Zo’n cursus kost ons geen geld, maar wel tijd en energie. Terwijl de avonden al vol zijn met schoolwerk. Ik houd één avond en de zaterdagen vrij, maar zelfs dat lukt niet altijd. En er komen steeds meer taken bij.
Urenlijsten en hulpplannen vullen we tot nu toe in op papier; voortaan moeten ze in de computer worden ingevoerd. Dat betekent dubbel werk. Nog even en ik zit met een laptop op schoot in de kring. Wat ik weiger!
Na die vergadering heb ik een nacht wakker gelegen. Ik heb gepraat met collega’s en ben tot de conclusie gekomen: je kunt wel ergens anders gaan werken, maar de computer achtervolgt je overal.
Moet ik nog harder gaan werken om alles bij te benen? Of ga ik overal lak aan hebben? Daarover heb ik nagedacht in de vakantie; ik schat dat ik de helft van mijn zes vrije weken aan school heb gedacht. De eerste week kon ik het werk niet van me afzetten. Tot en met de derde week kon ik het niet echt loslaten.
Als je de boel laat waaien, heb je kans om op de vingers te worden getikt - griezelig. Dus ga ik weer doen wat ik kan.

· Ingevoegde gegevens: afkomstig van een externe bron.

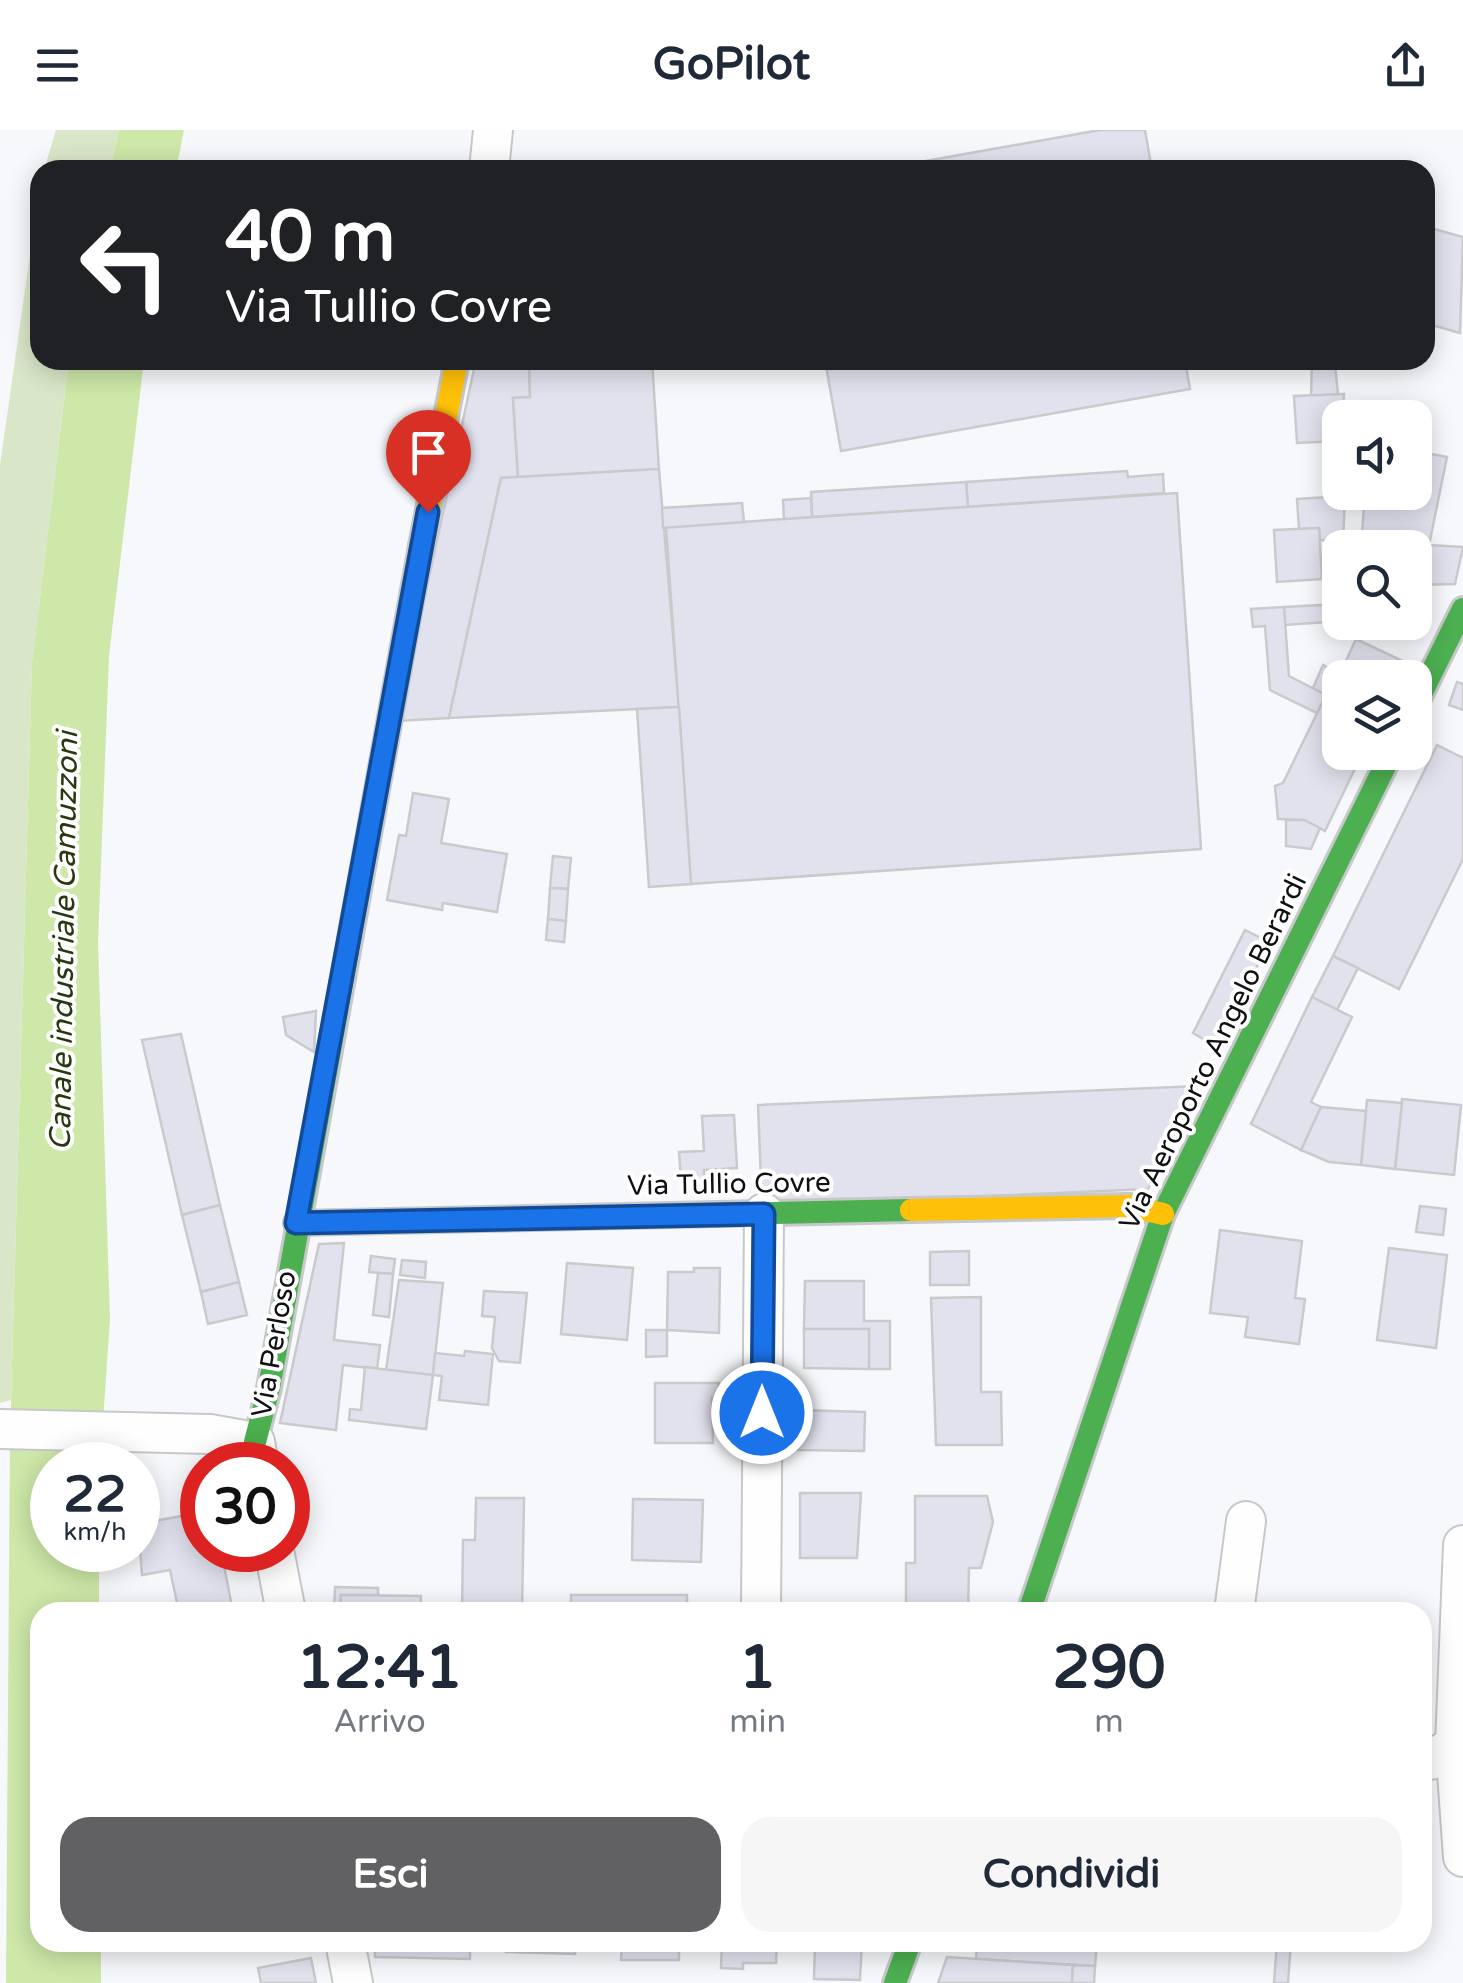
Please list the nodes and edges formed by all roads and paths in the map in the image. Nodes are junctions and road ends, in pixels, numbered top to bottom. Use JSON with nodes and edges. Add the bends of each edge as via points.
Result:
{"nodes":[{"id":1,"x":494,"y":130,"type":"edge"},
{"id":2,"x":490,"y":160,"type":"edge"},
{"id":3,"x":455,"y":370,"type":"edge"},
{"id":4,"x":1463,"y":608,"type":"edge"},
{"id":5,"x":1432,"y":671,"type":"edge"},
{"id":6,"x":1383,"y":770,"type":"edge"},
{"id":7,"x":764,"y":1214,"type":"junction"},
{"id":8,"x":1164,"y":1214,"type":"junction"},
{"id":9,"x":296,"y":1223,"type":"junction"},
{"id":10,"x":0,"y":1429,"type":"edge"},
{"id":11,"x":229,"y":1442,"type":"edge"},
{"id":12,"x":260,"y":1442,"type":"edge"},
{"id":13,"x":1246,"y":1520,"type":"dead end"},
{"id":14,"x":1463,"y":1545,"type":"edge"},
{"id":15,"x":278,"y":1572,"type":"edge"},
{"id":16,"x":284,"y":1602,"type":"edge"},
{"id":17,"x":761,"y":1602,"type":"edge"},
{"id":18,"x":1033,"y":1602,"type":"edge"},
{"id":19,"x":1235,"y":1602,"type":"edge"},
{"id":20,"x":1439,"y":1753,"type":"edge"},
{"id":21,"x":1463,"y":1857,"type":"edge"},
{"id":22,"x":347,"y":1952,"type":"edge"},
{"id":23,"x":906,"y":1952,"type":"edge"},
{"id":24,"x":352,"y":1983,"type":"edge"},
{"id":25,"x":895,"y":1983,"type":"edge"}],
"edges":[{"from":1,"to":2,"type":"street"},
{"from":3,"to":9,"type":"street","name":"Via Perloso"},
{"from":4,"to":5,"type":"street"},
{"from":6,"to":8,"type":"street","name":"Via Aeroporto Angelo Berardi"},
{"from":7,"to":8,"type":"street","name":"Via Tullio Covre","via":[[1129,1206]]},
{"from":7,"to":9,"type":"street","name":"Via Tullio Covre"},
{"from":7,"to":17,"type":"street"},
{"from":8,"to":18,"type":"street","name":"Via Aeroporto Angelo Berardi"},
{"from":9,"to":12,"type":"street","name":"Via Perloso"},
{"from":10,"to":11,"type":"street","name":"Via Perloso","via":[[210,1434]]},
{"from":13,"to":19,"type":"street"},
{"from":14,"to":20,"type":"street"},
{"from":15,"to":16,"type":"street"},
{"from":20,"to":21,"type":"street"},
{"from":22,"to":24,"type":"street"},
{"from":23,"to":25,"type":"street"}]}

Misschien kan ik dingen schrappen, in de voorbereiding bijvoorbeeld, en iets minder precies worden. En minder dubben.
Contacten met collega’s kunnen niet minder worden, die zijn al minimaal. Aan hen zal het trouwens niet liggen; ze zijn leuk.
Of ik de cursussen op school ga bijwonen -ze duren vaak maar één avond- bekijk ik per keer. Hoor eens, als ik zoiets al eens heb gedaan of die kennis niet kan toepassen in de praktijk begin ik er niet aan.
Ik heb echt zin om te beginnen. De klas is in orde, er ligt geen achterstallig werk, we starten met een schone lei. Tegelijk zie ik ertegen op. Ik vraag me af: Hou ik het vol? Als mensen straks vragen: „Ben je uitgerust van je vakantie?” kan ik niet volmondig ja zeggen.”
De naam Carolijn is om privacyredenen gefingeerd.